Study material:
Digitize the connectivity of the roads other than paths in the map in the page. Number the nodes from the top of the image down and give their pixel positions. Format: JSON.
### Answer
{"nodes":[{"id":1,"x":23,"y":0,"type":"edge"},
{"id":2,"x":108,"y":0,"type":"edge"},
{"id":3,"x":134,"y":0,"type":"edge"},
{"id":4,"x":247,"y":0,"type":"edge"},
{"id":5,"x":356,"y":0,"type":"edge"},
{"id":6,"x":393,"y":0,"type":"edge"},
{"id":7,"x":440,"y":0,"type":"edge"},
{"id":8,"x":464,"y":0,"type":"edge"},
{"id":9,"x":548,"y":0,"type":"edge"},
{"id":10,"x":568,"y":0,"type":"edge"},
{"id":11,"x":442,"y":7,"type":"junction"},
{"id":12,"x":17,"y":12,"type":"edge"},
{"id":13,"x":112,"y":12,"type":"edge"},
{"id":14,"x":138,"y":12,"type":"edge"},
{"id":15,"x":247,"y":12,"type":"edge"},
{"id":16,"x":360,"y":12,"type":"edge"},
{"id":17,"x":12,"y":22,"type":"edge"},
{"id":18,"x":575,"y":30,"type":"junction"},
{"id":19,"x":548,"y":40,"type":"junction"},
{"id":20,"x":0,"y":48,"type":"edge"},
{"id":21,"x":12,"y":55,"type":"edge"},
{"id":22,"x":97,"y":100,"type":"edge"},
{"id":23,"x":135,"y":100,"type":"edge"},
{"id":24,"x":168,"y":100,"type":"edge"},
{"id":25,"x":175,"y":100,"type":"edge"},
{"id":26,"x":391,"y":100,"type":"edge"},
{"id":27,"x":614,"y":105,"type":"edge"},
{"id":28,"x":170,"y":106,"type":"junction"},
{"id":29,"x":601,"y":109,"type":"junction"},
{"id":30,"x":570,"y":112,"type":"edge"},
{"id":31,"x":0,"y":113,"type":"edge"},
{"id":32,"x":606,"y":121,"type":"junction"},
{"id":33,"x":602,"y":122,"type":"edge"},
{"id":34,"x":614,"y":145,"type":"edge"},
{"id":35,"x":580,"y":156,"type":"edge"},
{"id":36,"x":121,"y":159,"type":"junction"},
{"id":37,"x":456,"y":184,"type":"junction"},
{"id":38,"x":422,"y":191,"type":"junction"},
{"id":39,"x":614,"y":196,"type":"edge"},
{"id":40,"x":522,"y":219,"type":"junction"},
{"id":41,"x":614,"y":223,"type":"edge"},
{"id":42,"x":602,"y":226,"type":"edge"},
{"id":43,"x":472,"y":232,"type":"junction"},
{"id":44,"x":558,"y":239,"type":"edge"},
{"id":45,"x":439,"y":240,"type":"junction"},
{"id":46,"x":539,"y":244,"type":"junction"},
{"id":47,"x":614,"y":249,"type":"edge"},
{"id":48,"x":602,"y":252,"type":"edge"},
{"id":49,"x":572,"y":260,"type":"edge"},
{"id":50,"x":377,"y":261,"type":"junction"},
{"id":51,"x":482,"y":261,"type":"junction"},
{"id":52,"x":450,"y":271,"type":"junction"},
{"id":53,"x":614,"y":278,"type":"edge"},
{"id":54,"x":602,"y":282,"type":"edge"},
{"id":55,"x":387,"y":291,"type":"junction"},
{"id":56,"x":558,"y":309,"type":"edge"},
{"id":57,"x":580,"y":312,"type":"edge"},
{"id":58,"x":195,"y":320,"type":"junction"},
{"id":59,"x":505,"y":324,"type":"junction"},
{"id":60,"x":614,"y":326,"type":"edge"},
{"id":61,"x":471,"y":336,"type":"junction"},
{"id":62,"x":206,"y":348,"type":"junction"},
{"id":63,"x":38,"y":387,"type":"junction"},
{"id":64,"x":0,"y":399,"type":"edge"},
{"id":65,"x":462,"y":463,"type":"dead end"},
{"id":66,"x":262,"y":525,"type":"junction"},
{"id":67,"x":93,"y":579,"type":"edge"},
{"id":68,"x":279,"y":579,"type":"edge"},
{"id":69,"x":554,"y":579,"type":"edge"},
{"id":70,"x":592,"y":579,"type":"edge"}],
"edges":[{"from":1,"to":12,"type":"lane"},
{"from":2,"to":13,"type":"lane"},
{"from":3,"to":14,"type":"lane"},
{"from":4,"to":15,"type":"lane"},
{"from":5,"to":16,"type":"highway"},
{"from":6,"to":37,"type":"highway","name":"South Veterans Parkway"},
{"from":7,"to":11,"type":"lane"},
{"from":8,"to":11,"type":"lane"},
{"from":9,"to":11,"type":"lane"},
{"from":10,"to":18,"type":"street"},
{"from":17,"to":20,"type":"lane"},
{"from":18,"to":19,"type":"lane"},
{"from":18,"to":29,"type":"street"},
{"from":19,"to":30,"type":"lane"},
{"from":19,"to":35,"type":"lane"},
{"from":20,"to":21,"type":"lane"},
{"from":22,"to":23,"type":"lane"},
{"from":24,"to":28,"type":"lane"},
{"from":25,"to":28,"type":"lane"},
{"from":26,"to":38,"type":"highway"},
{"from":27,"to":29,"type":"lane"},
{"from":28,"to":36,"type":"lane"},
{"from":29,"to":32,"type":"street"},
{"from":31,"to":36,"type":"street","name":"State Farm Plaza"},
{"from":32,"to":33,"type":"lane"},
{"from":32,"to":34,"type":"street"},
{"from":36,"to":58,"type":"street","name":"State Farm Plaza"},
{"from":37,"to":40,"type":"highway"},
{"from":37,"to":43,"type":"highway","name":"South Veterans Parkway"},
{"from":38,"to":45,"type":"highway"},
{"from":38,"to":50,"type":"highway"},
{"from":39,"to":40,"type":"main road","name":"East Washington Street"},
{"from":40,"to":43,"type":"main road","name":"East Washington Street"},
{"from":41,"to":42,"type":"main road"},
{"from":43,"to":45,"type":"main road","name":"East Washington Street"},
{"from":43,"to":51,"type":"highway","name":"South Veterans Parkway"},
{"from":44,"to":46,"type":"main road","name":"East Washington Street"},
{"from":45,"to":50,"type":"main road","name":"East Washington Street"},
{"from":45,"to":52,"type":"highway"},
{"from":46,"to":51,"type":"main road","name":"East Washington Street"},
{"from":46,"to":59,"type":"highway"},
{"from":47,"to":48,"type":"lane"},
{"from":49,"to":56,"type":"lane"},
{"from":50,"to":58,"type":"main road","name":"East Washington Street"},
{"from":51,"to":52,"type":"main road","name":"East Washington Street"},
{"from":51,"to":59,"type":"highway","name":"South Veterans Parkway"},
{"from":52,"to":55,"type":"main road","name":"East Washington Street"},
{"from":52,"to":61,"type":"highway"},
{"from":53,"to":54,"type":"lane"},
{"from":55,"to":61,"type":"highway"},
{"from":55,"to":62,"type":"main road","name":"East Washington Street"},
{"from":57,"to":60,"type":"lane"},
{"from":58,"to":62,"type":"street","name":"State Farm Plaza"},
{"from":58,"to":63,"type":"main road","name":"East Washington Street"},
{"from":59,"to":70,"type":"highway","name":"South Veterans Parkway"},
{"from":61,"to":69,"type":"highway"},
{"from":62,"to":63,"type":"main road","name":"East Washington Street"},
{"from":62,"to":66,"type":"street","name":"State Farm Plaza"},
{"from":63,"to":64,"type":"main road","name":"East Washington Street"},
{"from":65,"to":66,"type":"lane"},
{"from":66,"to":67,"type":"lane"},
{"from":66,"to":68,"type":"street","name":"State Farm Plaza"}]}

What is expected:
Reproduce the listing shown above in its entirety, exactly.

Solution:
Digitize the connectivity of the roads other than paths in the map in the page. Number the nodes from the top of the image down and give their pixel positions. Format: JSON.
### Answer
{"nodes":[{"id":1,"x":23,"y":0,"type":"edge"},
{"id":2,"x":108,"y":0,"type":"edge"},
{"id":3,"x":134,"y":0,"type":"edge"},
{"id":4,"x":247,"y":0,"type":"edge"},
{"id":5,"x":356,"y":0,"type":"edge"},
{"id":6,"x":393,"y":0,"type":"edge"},
{"id":7,"x":440,"y":0,"type":"edge"},
{"id":8,"x":464,"y":0,"type":"edge"},
{"id":9,"x":548,"y":0,"type":"edge"},
{"id":10,"x":568,"y":0,"type":"edge"},
{"id":11,"x":442,"y":7,"type":"junction"},
{"id":12,"x":17,"y":12,"type":"edge"},
{"id":13,"x":112,"y":12,"type":"edge"},
{"id":14,"x":138,"y":12,"type":"edge"},
{"id":15,"x":247,"y":12,"type":"edge"},
{"id":16,"x":360,"y":12,"type":"edge"},
{"id":17,"x":12,"y":22,"type":"edge"},
{"id":18,"x":575,"y":30,"type":"junction"},
{"id":19,"x":548,"y":40,"type":"junction"},
{"id":20,"x":0,"y":48,"type":"edge"},
{"id":21,"x":12,"y":55,"type":"edge"},
{"id":22,"x":97,"y":100,"type":"edge"},
{"id":23,"x":135,"y":100,"type":"edge"},
{"id":24,"x":168,"y":100,"type":"edge"},
{"id":25,"x":175,"y":100,"type":"edge"},
{"id":26,"x":391,"y":100,"type":"edge"},
{"id":27,"x":614,"y":105,"type":"edge"},
{"id":28,"x":170,"y":106,"type":"junction"},
{"id":29,"x":601,"y":109,"type":"junction"},
{"id":30,"x":570,"y":112,"type":"edge"},
{"id":31,"x":0,"y":113,"type":"edge"},
{"id":32,"x":606,"y":121,"type":"junction"},
{"id":33,"x":602,"y":122,"type":"edge"},
{"id":34,"x":614,"y":145,"type":"edge"},
{"id":35,"x":580,"y":156,"type":"edge"},
{"id":36,"x":121,"y":159,"type":"junction"},
{"id":37,"x":456,"y":184,"type":"junction"},
{"id":38,"x":422,"y":191,"type":"junction"},
{"id":39,"x":614,"y":196,"type":"edge"},
{"id":40,"x":522,"y":219,"type":"junction"},
{"id":41,"x":614,"y":223,"type":"edge"},
{"id":42,"x":602,"y":226,"type":"edge"},
{"id":43,"x":472,"y":232,"type":"junction"},
{"id":44,"x":558,"y":239,"type":"edge"},
{"id":45,"x":439,"y":240,"type":"junction"},
{"id":46,"x":539,"y":244,"type":"junction"},
{"id":47,"x":614,"y":249,"type":"edge"},
{"id":48,"x":602,"y":252,"type":"edge"},
{"id":49,"x":572,"y":260,"type":"edge"},
{"id":50,"x":377,"y":261,"type":"junction"},
{"id":51,"x":482,"y":261,"type":"junction"},
{"id":52,"x":450,"y":271,"type":"junction"},
{"id":53,"x":614,"y":278,"type":"edge"},
{"id":54,"x":602,"y":282,"type":"edge"},
{"id":55,"x":387,"y":291,"type":"junction"},
{"id":56,"x":558,"y":309,"type":"edge"},
{"id":57,"x":580,"y":312,"type":"edge"},
{"id":58,"x":195,"y":320,"type":"junction"},
{"id":59,"x":505,"y":324,"type":"junction"},
{"id":60,"x":614,"y":326,"type":"edge"},
{"id":61,"x":471,"y":336,"type":"junction"},
{"id":62,"x":206,"y":348,"type":"junction"},
{"id":63,"x":38,"y":387,"type":"junction"},
{"id":64,"x":0,"y":399,"type":"edge"},
{"id":65,"x":462,"y":463,"type":"dead end"},
{"id":66,"x":262,"y":525,"type":"junction"},
{"id":67,"x":93,"y":579,"type":"edge"},
{"id":68,"x":279,"y":579,"type":"edge"},
{"id":69,"x":554,"y":579,"type":"edge"},
{"id":70,"x":592,"y":579,"type":"edge"}],
"edges":[{"from":1,"to":12,"type":"lane"},
{"from":2,"to":13,"type":"lane"},
{"from":3,"to":14,"type":"lane"},
{"from":4,"to":15,"type":"lane"},
{"from":5,"to":16,"type":"highway"},
{"from":6,"to":37,"type":"highway","name":"South Veterans Parkway"},
{"from":7,"to":11,"type":"lane"},
{"from":8,"to":11,"type":"lane"},
{"from":9,"to":11,"type":"lane"},
{"from":10,"to":18,"type":"street"},
{"from":17,"to":20,"type":"lane"},
{"from":18,"to":19,"type":"lane"},
{"from":18,"to":29,"type":"street"},
{"from":19,"to":30,"type":"lane"},
{"from":19,"to":35,"type":"lane"},
{"from":20,"to":21,"type":"lane"},
{"from":22,"to":23,"type":"lane"},
{"from":24,"to":28,"type":"lane"},
{"from":25,"to":28,"type":"lane"},
{"from":26,"to":38,"type":"highway"},
{"from":27,"to":29,"type":"lane"},
{"from":28,"to":36,"type":"lane"},
{"from":29,"to":32,"type":"street"},
{"from":31,"to":36,"type":"street","name":"State Farm Plaza"},
{"from":32,"to":33,"type":"lane"},
{"from":32,"to":34,"type":"street"},
{"from":36,"to":58,"type":"street","name":"State Farm Plaza"},
{"from":37,"to":40,"type":"highway"},
{"from":37,"to":43,"type":"highway","name":"South Veterans Parkway"},
{"from":38,"to":45,"type":"highway"},
{"from":38,"to":50,"type":"highway"},
{"from":39,"to":40,"type":"main road","name":"East Washington Street"},
{"from":40,"to":43,"type":"main road","name":"East Washington Street"},
{"from":41,"to":42,"type":"main road"},
{"from":43,"to":45,"type":"main road","name":"East Washington Street"},
{"from":43,"to":51,"type":"highway","name":"South Veterans Parkway"},
{"from":44,"to":46,"type":"main road","name":"East Washington Street"},
{"from":45,"to":50,"type":"main road","name":"East Washington Street"},
{"from":45,"to":52,"type":"highway"},
{"from":46,"to":51,"type":"main road","name":"East Washington Street"},
{"from":46,"to":59,"type":"highway"},
{"from":47,"to":48,"type":"lane"},
{"from":49,"to":56,"type":"lane"},
{"from":50,"to":58,"type":"main road","name":"East Washington Street"},
{"from":51,"to":52,"type":"main road","name":"East Washington Street"},
{"from":51,"to":59,"type":"highway","name":"South Veterans Parkway"},
{"from":52,"to":55,"type":"main road","name":"East Washington Street"},
{"from":52,"to":61,"type":"highway"},
{"from":53,"to":54,"type":"lane"},
{"from":55,"to":61,"type":"highway"},
{"from":55,"to":62,"type":"main road","name":"East Washington Street"},
{"from":57,"to":60,"type":"lane"},
{"from":58,"to":62,"type":"street","name":"State Farm Plaza"},
{"from":58,"to":63,"type":"main road","name":"East Washington Street"},
{"from":59,"to":70,"type":"highway","name":"South Veterans Parkway"},
{"from":61,"to":69,"type":"highway"},
{"from":62,"to":63,"type":"main road","name":"East Washington Street"},
{"from":62,"to":66,"type":"street","name":"State Farm Plaza"},
{"from":63,"to":64,"type":"main road","name":"East Washington Street"},
{"from":65,"to":66,"type":"lane"},
{"from":66,"to":67,"type":"lane"},
{"from":66,"to":68,"type":"street","name":"State Farm Plaza"}]}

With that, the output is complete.